= DATA FOR REVIEW =
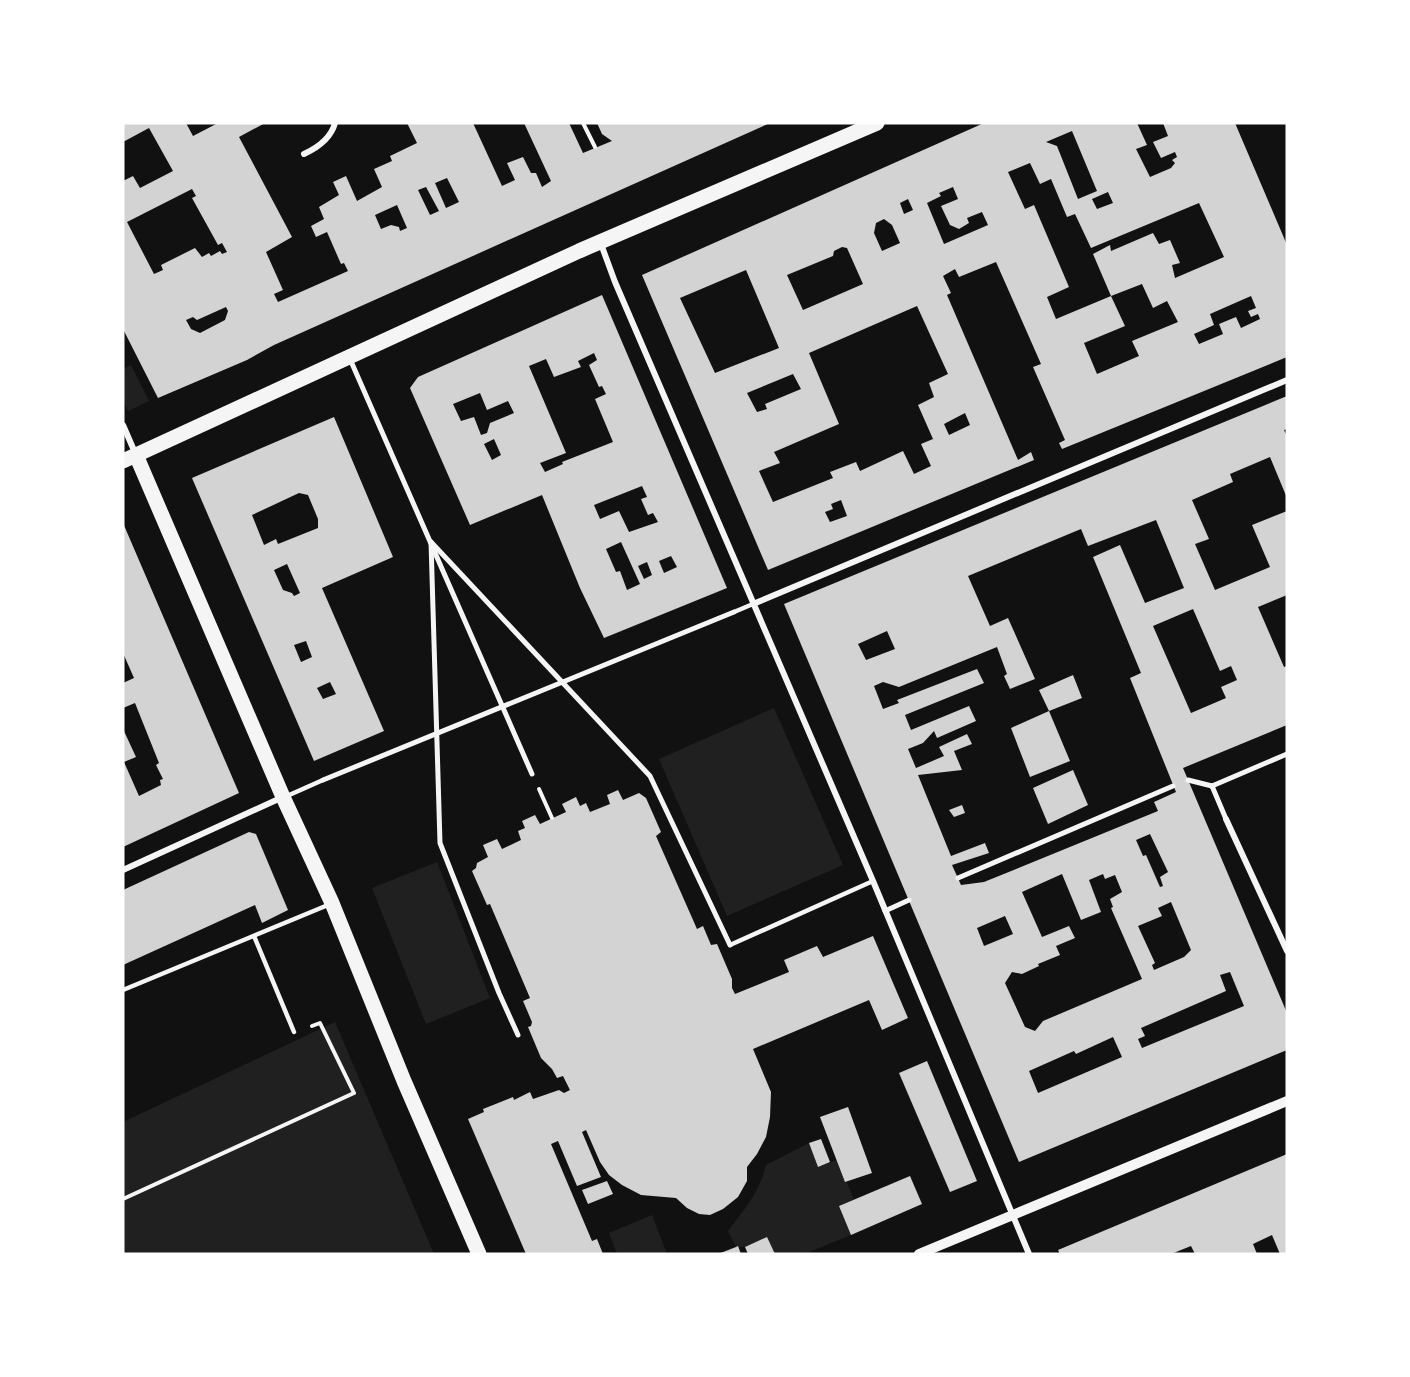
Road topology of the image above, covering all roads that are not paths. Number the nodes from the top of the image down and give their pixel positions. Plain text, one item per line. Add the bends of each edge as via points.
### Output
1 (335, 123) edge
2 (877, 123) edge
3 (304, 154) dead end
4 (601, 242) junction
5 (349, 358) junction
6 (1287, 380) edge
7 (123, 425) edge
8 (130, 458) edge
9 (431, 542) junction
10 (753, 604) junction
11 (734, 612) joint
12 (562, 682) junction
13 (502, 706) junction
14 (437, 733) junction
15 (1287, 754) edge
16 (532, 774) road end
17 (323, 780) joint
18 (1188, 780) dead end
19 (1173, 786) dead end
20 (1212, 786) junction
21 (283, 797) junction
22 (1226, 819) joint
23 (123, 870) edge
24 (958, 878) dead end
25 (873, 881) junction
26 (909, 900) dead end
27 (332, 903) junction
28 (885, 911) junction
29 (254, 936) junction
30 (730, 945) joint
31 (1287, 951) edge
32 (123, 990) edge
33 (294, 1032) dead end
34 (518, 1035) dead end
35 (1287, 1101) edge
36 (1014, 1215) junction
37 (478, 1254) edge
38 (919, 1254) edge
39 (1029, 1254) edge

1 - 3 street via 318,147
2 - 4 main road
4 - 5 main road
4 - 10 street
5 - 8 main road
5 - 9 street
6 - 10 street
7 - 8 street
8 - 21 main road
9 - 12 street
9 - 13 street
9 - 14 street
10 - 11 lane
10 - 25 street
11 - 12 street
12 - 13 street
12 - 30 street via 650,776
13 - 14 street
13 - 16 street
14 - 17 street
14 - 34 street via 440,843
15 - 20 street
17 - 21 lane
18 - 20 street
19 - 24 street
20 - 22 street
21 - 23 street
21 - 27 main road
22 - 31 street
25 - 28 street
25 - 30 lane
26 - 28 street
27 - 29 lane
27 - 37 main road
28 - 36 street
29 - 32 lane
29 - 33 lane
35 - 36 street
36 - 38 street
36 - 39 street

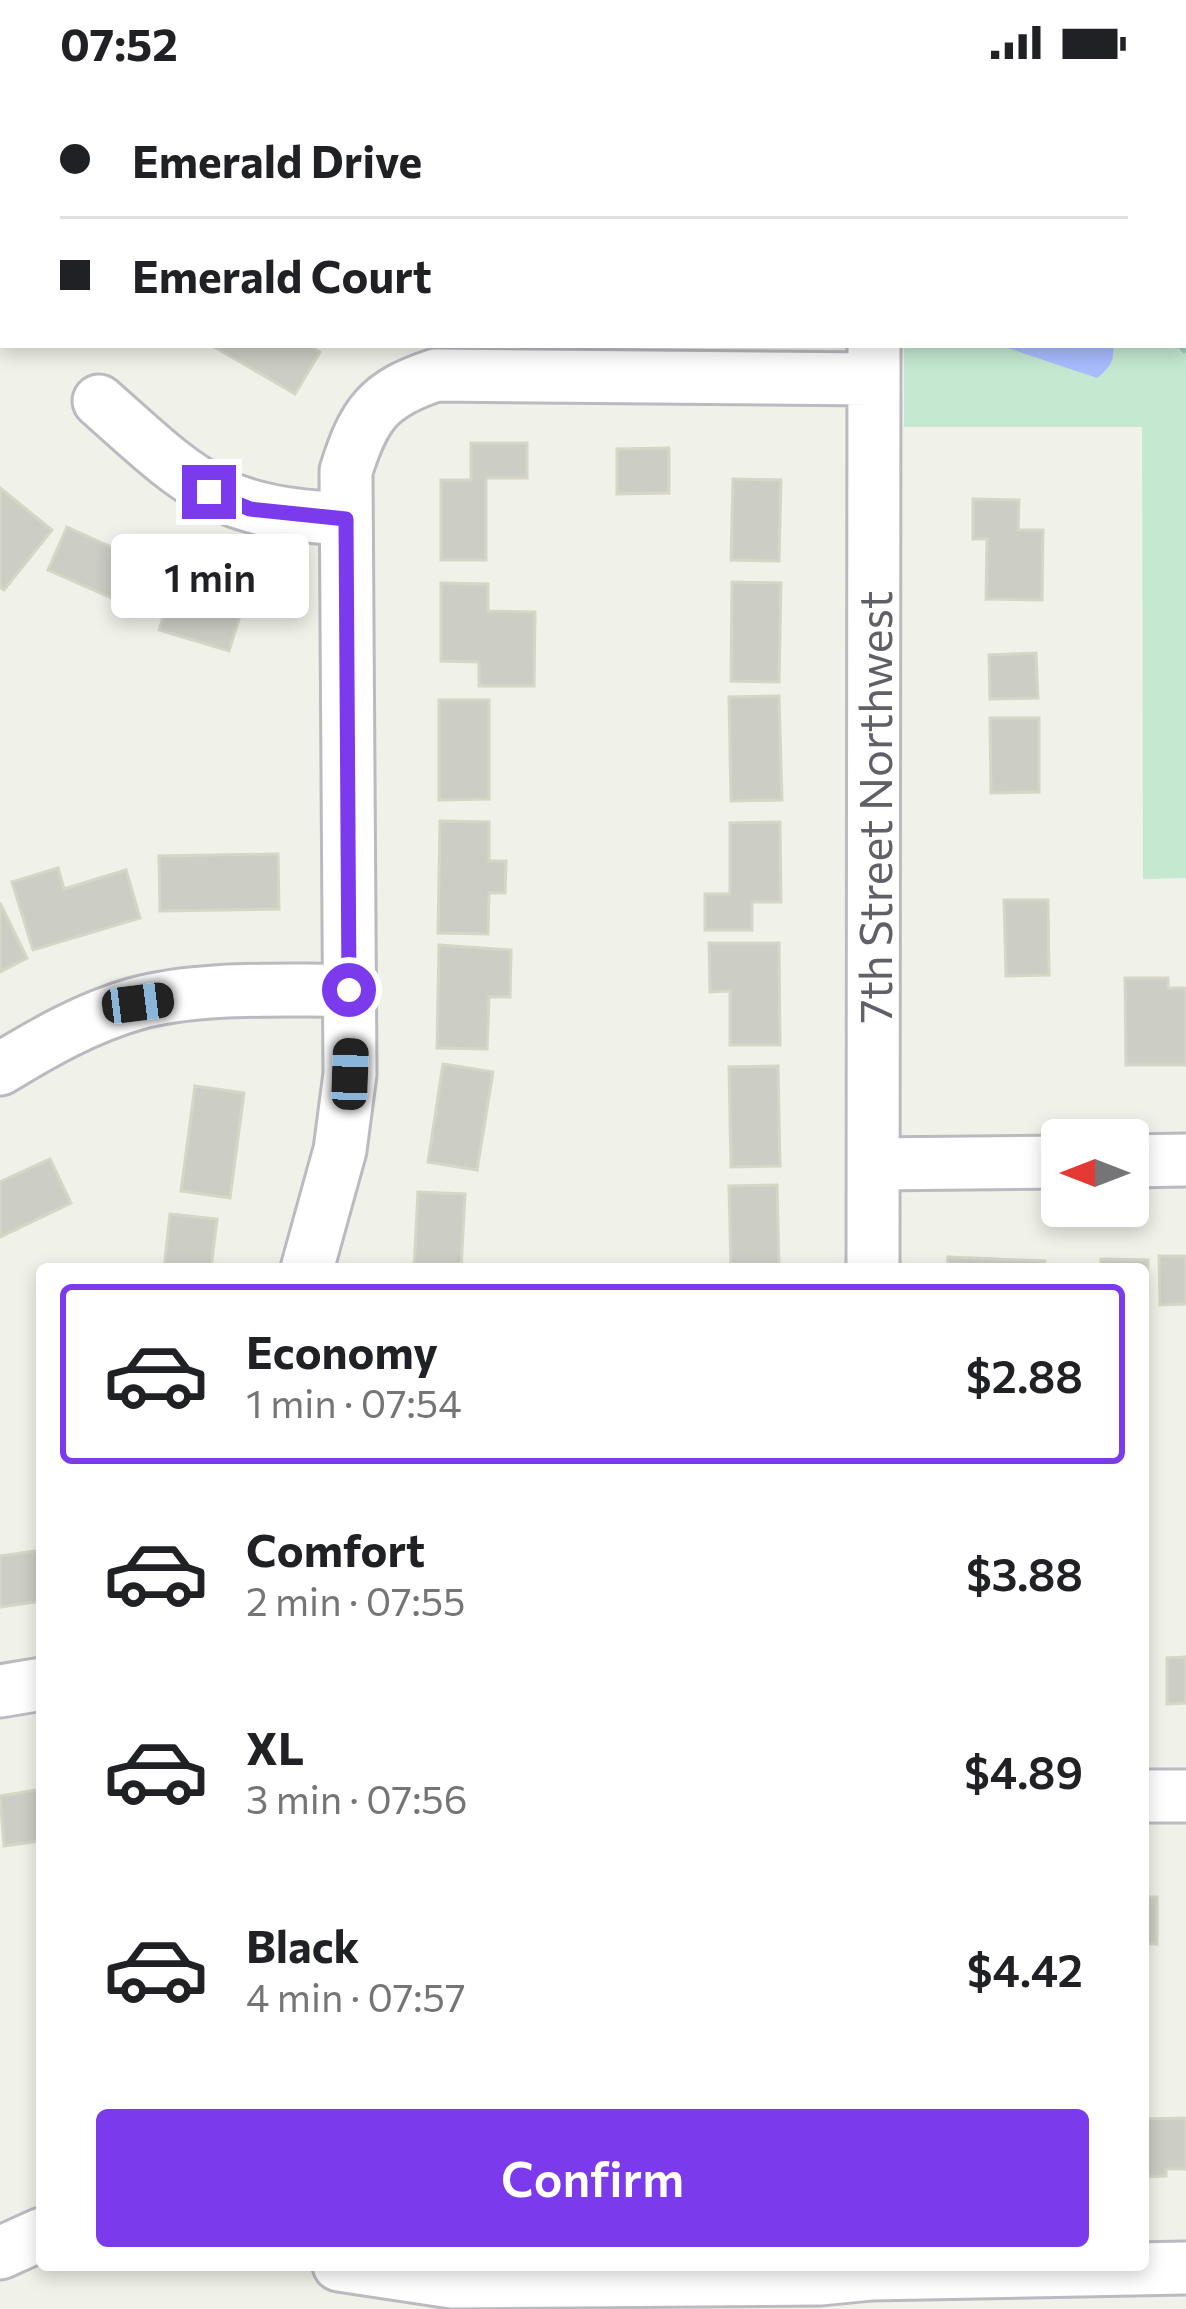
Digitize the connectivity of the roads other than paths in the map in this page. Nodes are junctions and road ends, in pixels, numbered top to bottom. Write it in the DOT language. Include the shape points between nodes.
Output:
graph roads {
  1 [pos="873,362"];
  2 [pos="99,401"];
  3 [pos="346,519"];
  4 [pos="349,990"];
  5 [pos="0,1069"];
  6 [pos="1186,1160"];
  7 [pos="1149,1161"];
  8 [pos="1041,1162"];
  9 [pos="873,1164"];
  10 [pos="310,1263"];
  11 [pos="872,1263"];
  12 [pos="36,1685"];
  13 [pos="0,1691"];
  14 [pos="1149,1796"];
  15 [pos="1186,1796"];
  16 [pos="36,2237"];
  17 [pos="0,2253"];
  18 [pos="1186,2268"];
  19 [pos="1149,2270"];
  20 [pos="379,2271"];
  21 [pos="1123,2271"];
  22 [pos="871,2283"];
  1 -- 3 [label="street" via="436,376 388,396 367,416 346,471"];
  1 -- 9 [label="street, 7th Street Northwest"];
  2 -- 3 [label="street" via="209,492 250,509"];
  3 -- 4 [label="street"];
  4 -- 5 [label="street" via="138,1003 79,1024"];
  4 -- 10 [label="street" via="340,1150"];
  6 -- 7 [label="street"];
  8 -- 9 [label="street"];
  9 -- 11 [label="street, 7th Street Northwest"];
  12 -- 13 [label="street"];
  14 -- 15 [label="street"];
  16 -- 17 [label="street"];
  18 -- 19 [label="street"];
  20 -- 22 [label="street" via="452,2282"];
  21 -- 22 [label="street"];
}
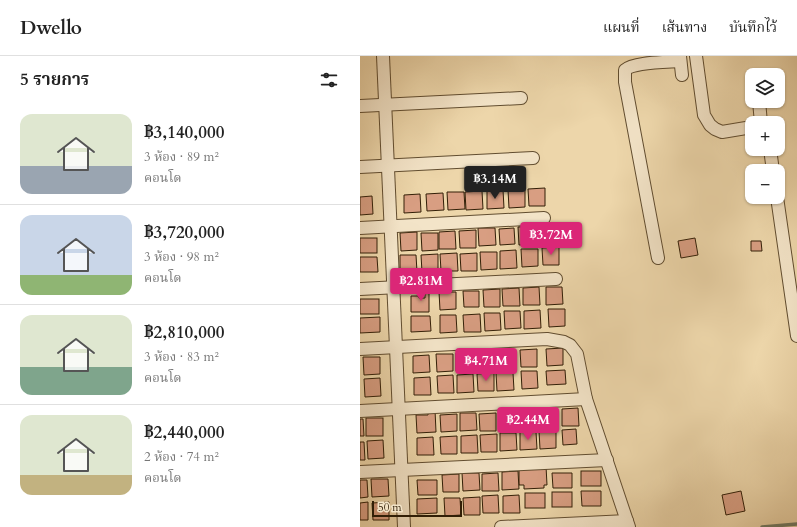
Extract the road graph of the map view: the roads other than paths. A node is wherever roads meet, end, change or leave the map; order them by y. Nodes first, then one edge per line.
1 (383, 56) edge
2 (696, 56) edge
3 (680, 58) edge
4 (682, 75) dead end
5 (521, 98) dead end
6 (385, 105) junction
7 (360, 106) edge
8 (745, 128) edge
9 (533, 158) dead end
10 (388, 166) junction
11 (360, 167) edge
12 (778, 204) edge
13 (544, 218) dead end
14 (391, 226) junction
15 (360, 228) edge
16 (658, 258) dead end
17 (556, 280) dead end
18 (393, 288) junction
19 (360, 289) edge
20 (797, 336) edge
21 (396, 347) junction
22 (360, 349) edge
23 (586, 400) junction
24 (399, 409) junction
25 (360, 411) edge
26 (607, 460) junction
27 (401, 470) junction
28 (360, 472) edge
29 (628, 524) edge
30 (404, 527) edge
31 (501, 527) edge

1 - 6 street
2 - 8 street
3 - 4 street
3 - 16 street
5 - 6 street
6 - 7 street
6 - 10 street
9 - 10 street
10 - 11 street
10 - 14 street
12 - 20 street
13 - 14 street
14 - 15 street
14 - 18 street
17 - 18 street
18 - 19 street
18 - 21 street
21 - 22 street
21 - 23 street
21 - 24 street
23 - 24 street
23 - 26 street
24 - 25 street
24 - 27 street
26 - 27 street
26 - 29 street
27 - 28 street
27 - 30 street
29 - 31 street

= ABOUT THIS TASK =
Show all lines above containing "roads".

= ANSWER FOR THE TASK =
Road topology of the image above, covering all roads that are not paths. Number the nodes from the top of the image down and give their pixel positions. Plain text, one item per line. Add the bends of each edge as via points.
Digitize the connectivity of the roads other than paths in the map in this page. Nodes are junctions and road ends, in pixels, numbered top to bottom. Write it in the DOT language. Include the shape points between nodes.
graph roads {
Extract the road graph of the map view: the roads other than paths. A node is wherever roads meet, end, change or leave the map; order them by y. Nodes first, then one edge per line.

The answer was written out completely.